Department of Neurosurgery, Boston Medical Center, Boston, MA, USA.
Faculdade de Medicina de São José do Rio Preto (FAMERP), São José do Rio Preto, SP, Brazil.
Acta Neurochir (Wien). 2024 Oct 2;166(1):392. doi: 10.1007/s00701-024-06296-4.
Nonfunctioning pituitary adenomas (NFPAs) are a significant subtype of pituitary tumors, accounting for 30% of all pituitary tumors and 10-20% of intracranial tumors. The primary treatment for NFPAs is resection, but complete resection is often challenging due to the tumor's proximity to critical structures, leading to frequent recurrences. Stereotactic radiosurgery (SRS) has emerged as a viable treatment option for recurrent or residual NFPAs, but its long-term efficacy and safety profile require further investigation.
This systematic review followed PRISMA guidelines and included studies published up to February 2024. We searched MEDLINE, Embase, and Cochrane databases for studies evaluating SRS for recurrent/residual NFPAs.
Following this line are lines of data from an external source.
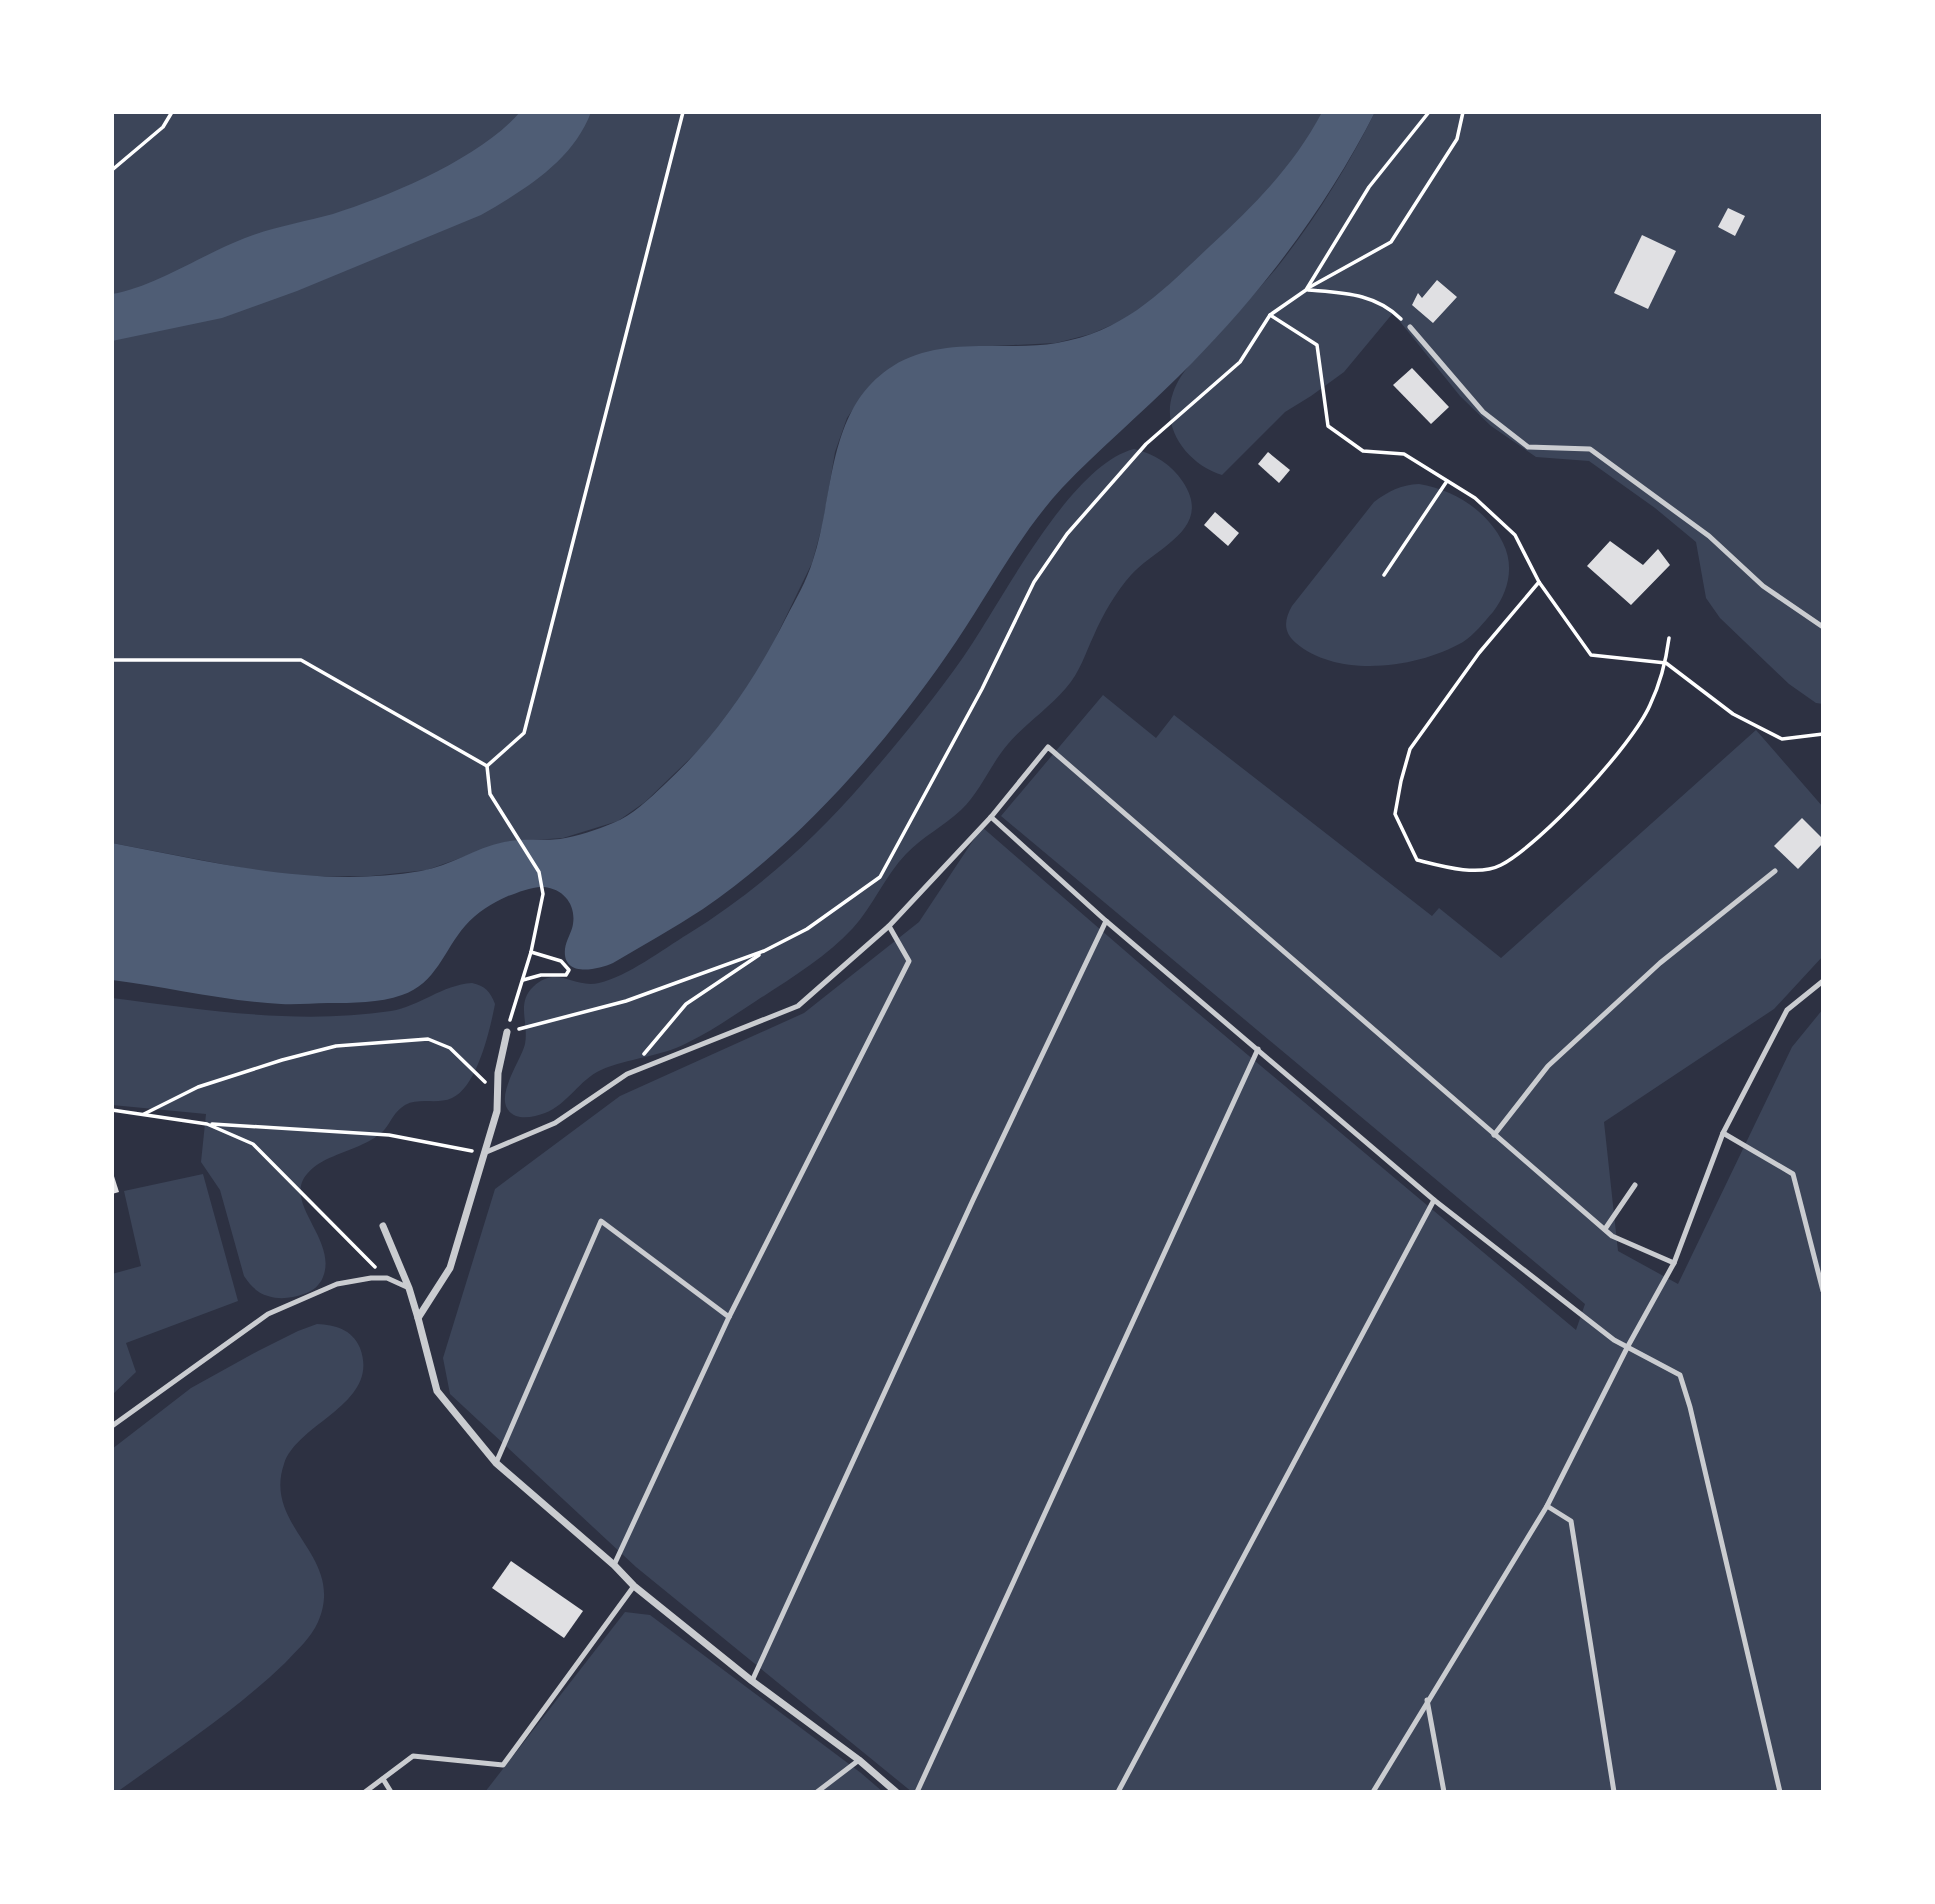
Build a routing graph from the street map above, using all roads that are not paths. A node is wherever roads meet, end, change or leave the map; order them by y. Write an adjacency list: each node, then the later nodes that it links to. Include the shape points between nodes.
1 (1410, 327): 2 (lane, via 1483,412 1528,447 1590,449 1709,536 1763,586)
2 (1823, 627)
3 (990, 817): 5 (lane); 6 (lane); 11 (lane, via 1048,747)
4 (1775, 871): 11 (lane, via 1660,963 1548,1066)
5 (1106, 920): 9 (lane); 28 (lane)
6 (889, 926): 12 (lane, via 798,1006 626,1074 555,1123); 20 (lane, via 908,961)
7 (1823, 981): 10 (lane, via 1787,1010)
8 (507, 1032): 12 (street, via 498,1073 499,1100)
9 (1258, 1049): 14 (lane); 36 (lane)
10 (1723, 1133): 17 (lane); 19 (lane, via 1793,1174)
11 (1494, 1135): 16 (lane)
12 (484, 1153): 21 (street, via 450,1268)
13 (1635, 1185): 16 (lane)
14 (1434, 1200): 22 (lane, via 1614,1340); 37 (lane)
15 (383, 1226): 18 (street)
16 (1605, 1229): 17 (lane)
17 (1674, 1263): 22 (lane)
18 (409, 1288): 21 (street); 23 (lane, via 387,1278 337,1284 268,1314)
19 (1823, 1291)
20 (729, 1317): 24 (lane, via 601,1221); 26 (lane)
21 (418, 1318): 24 (street, via 437,1391)
22 (1628, 1346): 25 (lane); 41 (lane, via 1680,1375)
23 (113, 1424)
24 (496, 1463): 26 (street)
25 (1547, 1506): 29 (lane); 40 (lane, via 1571,1521)
26 (614, 1565): 27 (street)
27 (634, 1586): 28 (street); 31 (lane, via 503,1765 414,1756)
28 (752, 1681): 30 (street)
29 (1427, 1700): 38 (lane); 39 (lane)
30 (859, 1760): 34 (lane); 35 (street)
31 (383, 1779): 32 (lane); 33 (lane)
32 (365, 1792)
33 (391, 1792)
34 (817, 1792)
35 (896, 1792)
36 (917, 1792)
37 (1118, 1792)
38 (1373, 1792)
39 (1444, 1792)
40 (1614, 1792)
41 (1780, 1792)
Inclusion criteria focused on studies reporting outcomes and complications of SRS, while exclusion criteria omitted case reports, case series, and non-English studies. Data extracted included demographic details, dosimetry parameters, and follow-up durations. The risk of bias was assessed using the ROBINS-I tool, and statistical analyses were performed using single-arm meta-analyses.
A total of 24 studies involving 3,781 patients were included. The mean follow-up duration was 60 months. Tumor control was achieved in approximately 92.3% of patients. The risk of developing hypopituitarism post-SRS was 13.62%, while the risk for panhypopituitarism was 2.55%. New visual field deficits occurred in 3.94% of patients. Cranial nerve deficits were rare, with event rates below 1% for CN III, CN V, and CN VI.
SRS is effective in managing recurrent or residual NFPAs, achieving high tumor control rates. However, the risk of hypopituitarism remains a significant concern, necessitating regular endocrinological monitoring. While generally safe, the potential for new visual field deficits and other cranial nerve deficits must be considered. SRS remains a valuable treatment option, but clinicians should be aware of its potential complications.
无功能垂体腺瘤(NFPAs)是垂体肿瘤的一个重要亚型,占所有垂体肿瘤的 30%,占颅内肿瘤的 10-20%。NFPAs 的主要治疗方法是切除,但由于肿瘤与关键结构的接近,常难以完全切除,导致频繁复发。立体定向放射外科(SRS)已成为治疗复发性或残留 NFPAs 的可行选择,但需要进一步研究其长期疗效和安全性。
本系统评价遵循 PRISMA 指南,纳入截至 2024 年 2 月发表的研究。我们检索了 MEDLINE、Embase 和 Cochrane 数据库,以评估 SRS 治疗复发性/残留 NFPAs 的研究。纳入标准侧重于报告 SRS 结果和并发症的研究,排除标准包括病例报告、病例系列和非英语研究。提取的数据包括人口统计学细节、剂量学参数和随访时间。使用 ROBINS-I 工具评估偏倚风险,并使用单臂荟萃分析进行统计分析。
共纳入 24 项研究,涉及 3781 例患者。平均随访时间为 60 个月。约 92.3%的患者实现了肿瘤控制。SRS 后发生垂体功能减退的风险为 13.62%,全垂体功能减退的风险为 2.55%。新出现的视野缺损发生率为 3.94%。颅神经缺损罕见,III、V 和 VI 颅神经的发生率均低于 1%。
SRS 治疗复发性或残留 NFPAs 有效,肿瘤控制率高。然而,垂体功能减退的风险仍然是一个重要的关注点,需要定期进行内分泌监测。虽然总体安全,但仍需考虑新的视野缺损和其他颅神经缺损的潜在风险。SRS 仍然是一种有价值的治疗选择,但临床医生应了解其潜在并发症。